Knowledge
is a two-edged sword. Solomon said;
Ecclesiastes 1:18 For in
much wisdom is much grief: and
he that increaseth knowledge
increaseth sorrow.
What Adam and Eve
faced and what they did we often have faced and done. Many a young person has
not heeded the knowledge given to them by others to not touch the hot stove but
has gained the painful knowledge that comes from being burnt in disbelief and disobedience.
Man would have
done well to obey God rather than sought out the proof of what God said by
painful experience. Many a life has been shattered, diminished, ruined, or lost
by man’s sin nature.
True
knowledge, though, is different.
Proverbs 1:7 The fear of
the LORD is the beginning of knowledge: but fools despise wisdom and
instruction.
Adam and Eve
sought knowledge of the first kind. Satan lied to them. They learned the tragic
consequences of disobeying God. This is not knowledge we should seek if we are
wise. Our trouble is so many false preachers and teachers making up what God
said and speaking falsely for Him that drives so many young people away from
church fellowship. Hatred of and contempt for women, bigotry, paranoia,
domination and control, and masochistic self-hatred are not of God and get in
the way of our obedience to Him.
In any event we
are called to obey Him, not test the limits of disobedience to see what
happens, dancing on the edge of the abyss to see how close we can get before we
fall into it.
Adam and Eve chose
disobedience and all of creation has suffered for it so that God could redeem
us Himself and that mankind in eternity would know that they did not do it
themselves but that it was God alone who saved them.
Adam and Eve
gained knowledge by disobedience to God and judgment rather than gaining
knowledge by obedience to Him and the joys of a personal relationship with
their Creator.
Eve gave the fruit
to her husband, Adam, who was with her, and he also disobeyed God.
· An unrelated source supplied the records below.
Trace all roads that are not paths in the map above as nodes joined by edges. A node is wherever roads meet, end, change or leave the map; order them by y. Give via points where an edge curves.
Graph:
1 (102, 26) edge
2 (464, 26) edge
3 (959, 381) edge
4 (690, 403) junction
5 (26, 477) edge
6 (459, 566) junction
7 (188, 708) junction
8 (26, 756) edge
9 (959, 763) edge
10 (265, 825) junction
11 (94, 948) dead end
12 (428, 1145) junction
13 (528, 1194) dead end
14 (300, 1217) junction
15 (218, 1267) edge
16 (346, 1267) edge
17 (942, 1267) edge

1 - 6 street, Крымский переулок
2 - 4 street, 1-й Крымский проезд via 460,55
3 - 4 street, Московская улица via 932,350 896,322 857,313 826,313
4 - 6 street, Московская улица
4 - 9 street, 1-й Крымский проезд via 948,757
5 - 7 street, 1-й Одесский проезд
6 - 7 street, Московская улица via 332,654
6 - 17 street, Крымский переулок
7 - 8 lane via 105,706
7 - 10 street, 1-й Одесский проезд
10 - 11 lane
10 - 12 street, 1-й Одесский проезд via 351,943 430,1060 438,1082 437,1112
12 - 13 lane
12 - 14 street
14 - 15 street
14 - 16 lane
At that
moment they realized their disgrace, as conscience was revealed and the bitter
vision of knowing that they were undone, without honor, overcame them. As we
are wont to do, if indeed we have a conscience at all, they tried to hide their
shame and human frailty that had been exposed. Gone were the happy, careless
times of joy in God’s garden, the first couple enjoying each other and creation
without care or doubt. We mistake this time in our lives for attaining
adulthood, becoming a man or a woman, when, all too often, it simply reflects a
loss of who we were or could have been. When we follow the world, which is
Satan’s bailiwick (2Corinthians 4:4), with our desire to place
self-gratification and self-glorification above God and make it a sort of rite
of passage into full admission to the world we must take on that shame and
self-doubt, that uncertainty and, if you would, low self-esteem, we take steps
downward. Often, with each action after that we feel less and less that sense
of ‘all is possible’ for us and our choices become more and more limited and
less and less satisfying. Shame becomes a constant nagging companion and if we
become so hardened that we cannot feel it we just become numb and can only feel
a sense of disgust at who we are.
Some will try to
hide in an entertainment as an escape, some in a hobby or an employment or some
other activity, even hiding from God in church, while others drink or take
drugs to numb the pain of their existence. Some will become defiant and proud
of their sin, claiming it as a badge of distinction and self-justification,
thumbing their nose at God, so to speak. But, that point comes for almost all
people who are actually able to acknowledge it, that point when they feel that
they have lost something. It is a vague and uncertain pain or it may be a great
sense of grief. But it is a sense of loss nonetheless. The only real cure is to
trust Christ, to know that He loves you, to acknowledge both your love for Him
and His for you, and to depend on His righteousness and not your own for peace
with God and peace in your own soul.
They heard God,
the pre-incarnate Christ, the visible image of the invisible God, the express
image of His person as pointed out in the study on chapter 1, verse 3, with
whom they had known such sweet fellowship, walking in the garden, calling out
to them as He often did apparently. But this time they hid from His presence.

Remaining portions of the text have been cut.